§ Problem to work on: Copy out, from the data below, each line in which the word "磐田山梨線" occurs.

§ Supplied data:
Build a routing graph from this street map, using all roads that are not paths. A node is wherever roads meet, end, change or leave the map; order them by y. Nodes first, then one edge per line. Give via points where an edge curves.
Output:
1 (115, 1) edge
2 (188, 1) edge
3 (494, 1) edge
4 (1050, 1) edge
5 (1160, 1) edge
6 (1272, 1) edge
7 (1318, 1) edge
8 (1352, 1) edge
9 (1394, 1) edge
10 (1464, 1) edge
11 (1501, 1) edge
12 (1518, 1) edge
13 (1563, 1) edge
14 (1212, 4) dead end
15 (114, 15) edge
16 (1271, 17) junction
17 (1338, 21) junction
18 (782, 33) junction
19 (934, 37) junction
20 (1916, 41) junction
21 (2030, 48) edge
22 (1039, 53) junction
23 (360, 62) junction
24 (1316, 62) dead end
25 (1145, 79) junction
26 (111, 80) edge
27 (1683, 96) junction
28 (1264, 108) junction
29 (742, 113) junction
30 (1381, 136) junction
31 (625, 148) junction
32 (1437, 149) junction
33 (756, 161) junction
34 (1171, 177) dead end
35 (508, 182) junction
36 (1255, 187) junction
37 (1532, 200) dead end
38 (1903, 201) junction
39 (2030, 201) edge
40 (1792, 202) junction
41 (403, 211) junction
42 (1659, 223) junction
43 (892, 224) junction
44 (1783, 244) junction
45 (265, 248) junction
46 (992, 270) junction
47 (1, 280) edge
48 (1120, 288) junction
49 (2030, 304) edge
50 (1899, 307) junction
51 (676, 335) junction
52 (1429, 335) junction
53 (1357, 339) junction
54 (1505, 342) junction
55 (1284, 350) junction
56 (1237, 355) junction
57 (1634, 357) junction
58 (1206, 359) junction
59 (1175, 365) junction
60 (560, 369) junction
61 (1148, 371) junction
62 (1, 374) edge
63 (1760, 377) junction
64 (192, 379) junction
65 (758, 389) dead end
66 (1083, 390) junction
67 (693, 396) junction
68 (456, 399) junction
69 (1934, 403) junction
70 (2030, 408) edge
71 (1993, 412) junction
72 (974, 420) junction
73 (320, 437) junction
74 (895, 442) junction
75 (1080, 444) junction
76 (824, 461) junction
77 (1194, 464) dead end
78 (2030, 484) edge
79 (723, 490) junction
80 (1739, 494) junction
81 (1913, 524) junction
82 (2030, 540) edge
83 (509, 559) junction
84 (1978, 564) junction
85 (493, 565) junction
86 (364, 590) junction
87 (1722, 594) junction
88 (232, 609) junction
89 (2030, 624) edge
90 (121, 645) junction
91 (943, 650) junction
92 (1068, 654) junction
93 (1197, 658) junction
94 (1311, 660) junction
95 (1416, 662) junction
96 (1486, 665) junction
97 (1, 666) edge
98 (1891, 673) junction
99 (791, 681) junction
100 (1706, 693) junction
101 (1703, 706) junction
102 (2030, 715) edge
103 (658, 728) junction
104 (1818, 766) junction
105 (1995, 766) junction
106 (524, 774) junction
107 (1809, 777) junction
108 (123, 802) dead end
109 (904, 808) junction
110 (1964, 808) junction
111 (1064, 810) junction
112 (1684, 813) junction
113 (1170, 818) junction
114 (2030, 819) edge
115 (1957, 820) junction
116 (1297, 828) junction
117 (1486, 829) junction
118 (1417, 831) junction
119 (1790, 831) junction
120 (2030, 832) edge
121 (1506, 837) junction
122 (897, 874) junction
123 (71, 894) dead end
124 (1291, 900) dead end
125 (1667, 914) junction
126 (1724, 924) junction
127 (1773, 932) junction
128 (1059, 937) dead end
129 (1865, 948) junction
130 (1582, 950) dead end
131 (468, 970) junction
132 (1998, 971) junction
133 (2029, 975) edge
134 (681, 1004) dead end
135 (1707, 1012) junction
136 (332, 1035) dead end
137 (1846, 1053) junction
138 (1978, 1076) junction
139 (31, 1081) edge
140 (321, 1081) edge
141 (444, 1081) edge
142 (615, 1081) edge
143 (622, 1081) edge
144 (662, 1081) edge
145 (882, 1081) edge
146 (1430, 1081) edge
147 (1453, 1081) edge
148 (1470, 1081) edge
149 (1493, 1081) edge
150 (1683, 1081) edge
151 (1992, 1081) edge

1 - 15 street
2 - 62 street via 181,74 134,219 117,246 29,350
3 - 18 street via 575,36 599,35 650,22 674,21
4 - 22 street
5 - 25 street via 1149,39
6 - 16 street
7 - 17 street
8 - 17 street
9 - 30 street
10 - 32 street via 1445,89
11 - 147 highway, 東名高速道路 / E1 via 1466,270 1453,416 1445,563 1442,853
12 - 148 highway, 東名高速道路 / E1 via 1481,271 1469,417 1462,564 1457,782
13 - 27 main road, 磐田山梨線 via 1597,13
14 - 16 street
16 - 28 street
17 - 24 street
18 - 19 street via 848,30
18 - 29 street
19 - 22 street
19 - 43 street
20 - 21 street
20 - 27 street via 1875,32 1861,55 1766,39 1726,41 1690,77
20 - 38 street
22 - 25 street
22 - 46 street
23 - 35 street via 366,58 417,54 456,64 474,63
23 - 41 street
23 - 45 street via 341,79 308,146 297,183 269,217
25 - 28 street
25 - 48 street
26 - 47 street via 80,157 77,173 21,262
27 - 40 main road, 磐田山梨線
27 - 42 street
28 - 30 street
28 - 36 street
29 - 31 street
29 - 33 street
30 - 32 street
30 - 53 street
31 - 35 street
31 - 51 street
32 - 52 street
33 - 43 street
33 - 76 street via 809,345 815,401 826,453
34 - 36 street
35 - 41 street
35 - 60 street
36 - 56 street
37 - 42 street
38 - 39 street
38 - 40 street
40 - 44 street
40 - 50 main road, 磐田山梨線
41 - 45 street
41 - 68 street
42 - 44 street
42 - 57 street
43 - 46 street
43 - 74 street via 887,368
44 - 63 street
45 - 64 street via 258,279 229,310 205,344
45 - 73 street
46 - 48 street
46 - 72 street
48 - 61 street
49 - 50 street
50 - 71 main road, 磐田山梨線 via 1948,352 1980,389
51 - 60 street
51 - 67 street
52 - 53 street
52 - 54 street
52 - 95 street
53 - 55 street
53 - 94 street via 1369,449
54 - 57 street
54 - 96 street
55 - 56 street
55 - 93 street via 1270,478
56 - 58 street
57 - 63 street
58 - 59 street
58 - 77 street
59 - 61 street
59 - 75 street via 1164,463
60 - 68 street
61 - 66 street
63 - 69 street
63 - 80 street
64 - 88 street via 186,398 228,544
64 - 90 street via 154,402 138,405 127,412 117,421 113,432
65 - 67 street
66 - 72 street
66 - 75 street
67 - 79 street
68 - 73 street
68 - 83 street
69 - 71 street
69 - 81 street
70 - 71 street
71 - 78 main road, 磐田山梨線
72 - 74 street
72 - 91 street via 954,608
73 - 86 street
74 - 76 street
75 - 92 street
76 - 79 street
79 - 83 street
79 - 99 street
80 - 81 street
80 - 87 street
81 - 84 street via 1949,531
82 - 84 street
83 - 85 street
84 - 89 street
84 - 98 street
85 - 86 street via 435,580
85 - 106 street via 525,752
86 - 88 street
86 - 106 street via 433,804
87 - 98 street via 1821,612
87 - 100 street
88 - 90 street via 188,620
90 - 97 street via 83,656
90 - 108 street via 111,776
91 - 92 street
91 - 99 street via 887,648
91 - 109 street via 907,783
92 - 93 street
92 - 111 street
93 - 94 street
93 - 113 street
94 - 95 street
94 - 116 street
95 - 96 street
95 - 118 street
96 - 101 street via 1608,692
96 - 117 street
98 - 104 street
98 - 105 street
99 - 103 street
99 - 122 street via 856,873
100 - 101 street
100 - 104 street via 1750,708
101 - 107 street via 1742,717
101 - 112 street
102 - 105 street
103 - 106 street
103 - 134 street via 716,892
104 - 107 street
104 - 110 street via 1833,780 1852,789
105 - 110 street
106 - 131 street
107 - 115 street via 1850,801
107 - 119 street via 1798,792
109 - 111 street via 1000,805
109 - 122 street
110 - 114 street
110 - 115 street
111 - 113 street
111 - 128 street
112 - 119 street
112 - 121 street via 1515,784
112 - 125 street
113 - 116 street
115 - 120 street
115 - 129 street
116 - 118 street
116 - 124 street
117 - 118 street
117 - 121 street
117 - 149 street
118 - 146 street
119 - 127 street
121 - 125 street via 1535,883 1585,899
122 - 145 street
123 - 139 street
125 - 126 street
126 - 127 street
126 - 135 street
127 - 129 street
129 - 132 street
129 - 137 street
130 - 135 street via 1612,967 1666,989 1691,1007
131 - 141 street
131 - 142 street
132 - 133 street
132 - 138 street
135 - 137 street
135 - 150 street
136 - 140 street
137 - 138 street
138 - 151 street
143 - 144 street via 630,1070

§ Task output:
13 - 27 main road, 磐田山梨線 via 1597,13
27 - 40 main road, 磐田山梨線
40 - 50 main road, 磐田山梨線
50 - 71 main road, 磐田山梨線 via 1948,352 1980,389
71 - 78 main road, 磐田山梨線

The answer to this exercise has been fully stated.